▸ **Your objective**
I'd like an exact copy of only the lines from the start of the listing below through the line that holds "middle tip: (776, 853)". Please keep the pictures out.
=== Begin Enclosure ===
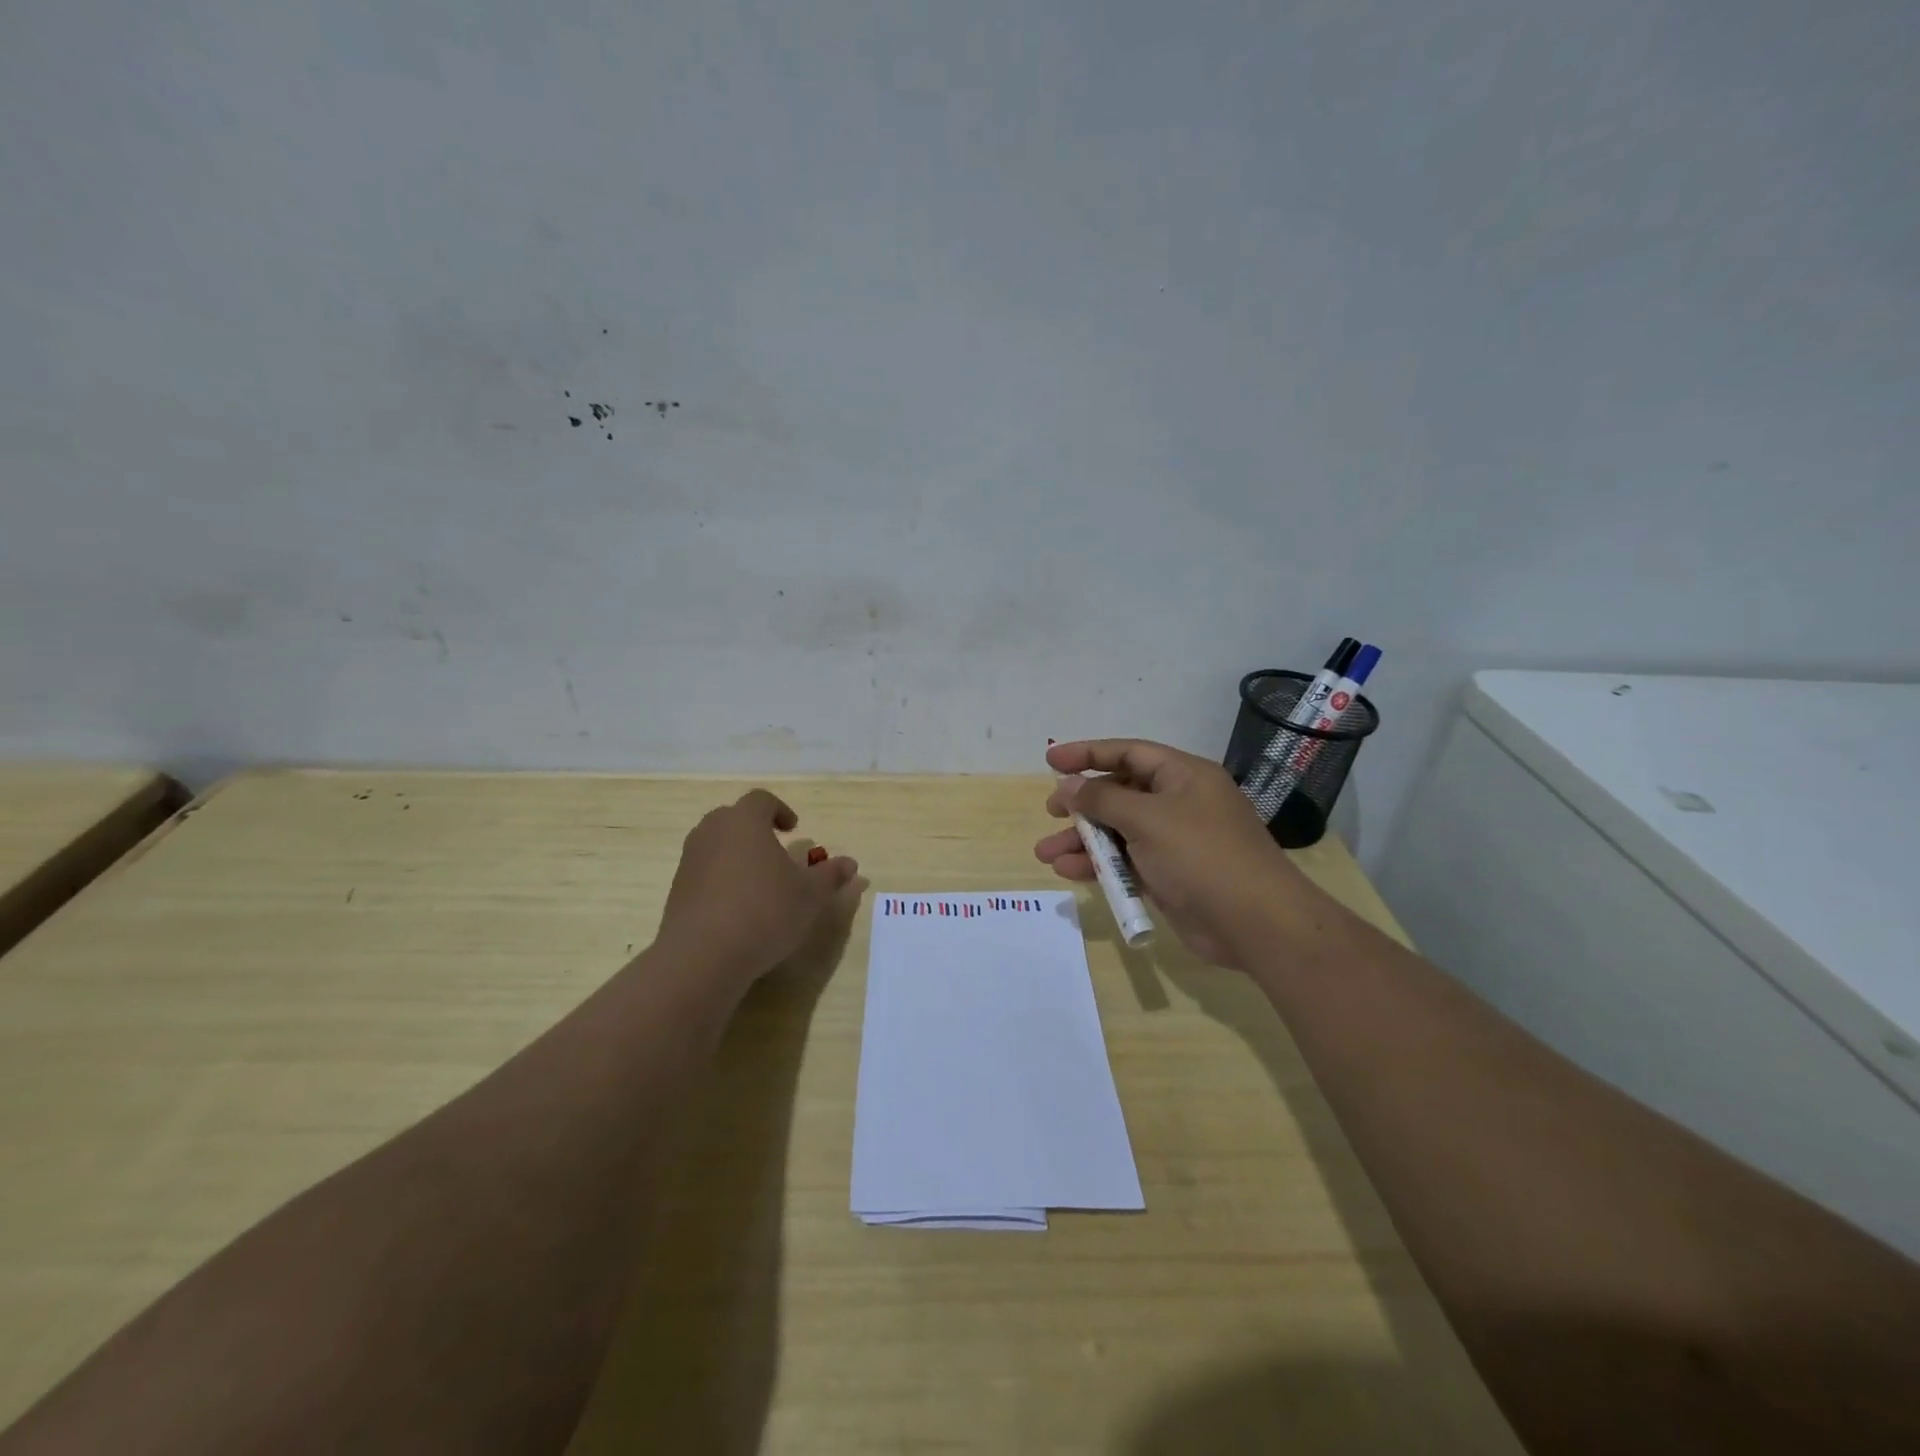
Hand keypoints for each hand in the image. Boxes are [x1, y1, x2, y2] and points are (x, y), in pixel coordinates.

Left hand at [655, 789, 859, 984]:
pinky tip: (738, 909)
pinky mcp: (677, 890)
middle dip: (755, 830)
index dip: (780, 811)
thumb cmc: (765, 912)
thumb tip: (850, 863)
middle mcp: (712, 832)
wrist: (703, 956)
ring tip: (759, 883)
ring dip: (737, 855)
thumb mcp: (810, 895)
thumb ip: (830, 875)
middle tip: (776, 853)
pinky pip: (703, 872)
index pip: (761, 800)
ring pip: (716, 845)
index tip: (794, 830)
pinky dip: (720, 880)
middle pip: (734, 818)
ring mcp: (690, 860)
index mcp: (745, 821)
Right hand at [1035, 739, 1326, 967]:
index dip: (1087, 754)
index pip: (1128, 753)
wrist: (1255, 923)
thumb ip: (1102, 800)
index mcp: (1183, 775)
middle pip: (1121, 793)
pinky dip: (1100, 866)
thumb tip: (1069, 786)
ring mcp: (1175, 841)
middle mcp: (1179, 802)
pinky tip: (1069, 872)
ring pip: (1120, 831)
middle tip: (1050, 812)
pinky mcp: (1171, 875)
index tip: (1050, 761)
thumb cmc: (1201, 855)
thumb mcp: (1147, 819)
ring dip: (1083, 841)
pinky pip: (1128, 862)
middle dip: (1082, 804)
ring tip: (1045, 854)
=== End Enclosure ===
▸ **Response to the exercise**
Hand keypoints for each hand in the image. Boxes are [x1, y1, x2, y2] and points are (x, y), in pixel coordinates.

Left hand at [655, 789, 859, 984]:
pinky tip: (738, 909)
pinky mcp: (677, 890)
middle dip: (755, 830)
index dip: (780, 811)
thumb cmc: (765, 912)
thumb tip: (850, 863)
middle mcp: (712, 832)
wrist: (703, 956)
ring tip: (759, 883)
ring dip: (737, 855)
thumb mcp: (810, 895)
thumb ip: (830, 875)
middle tip: (776, 853)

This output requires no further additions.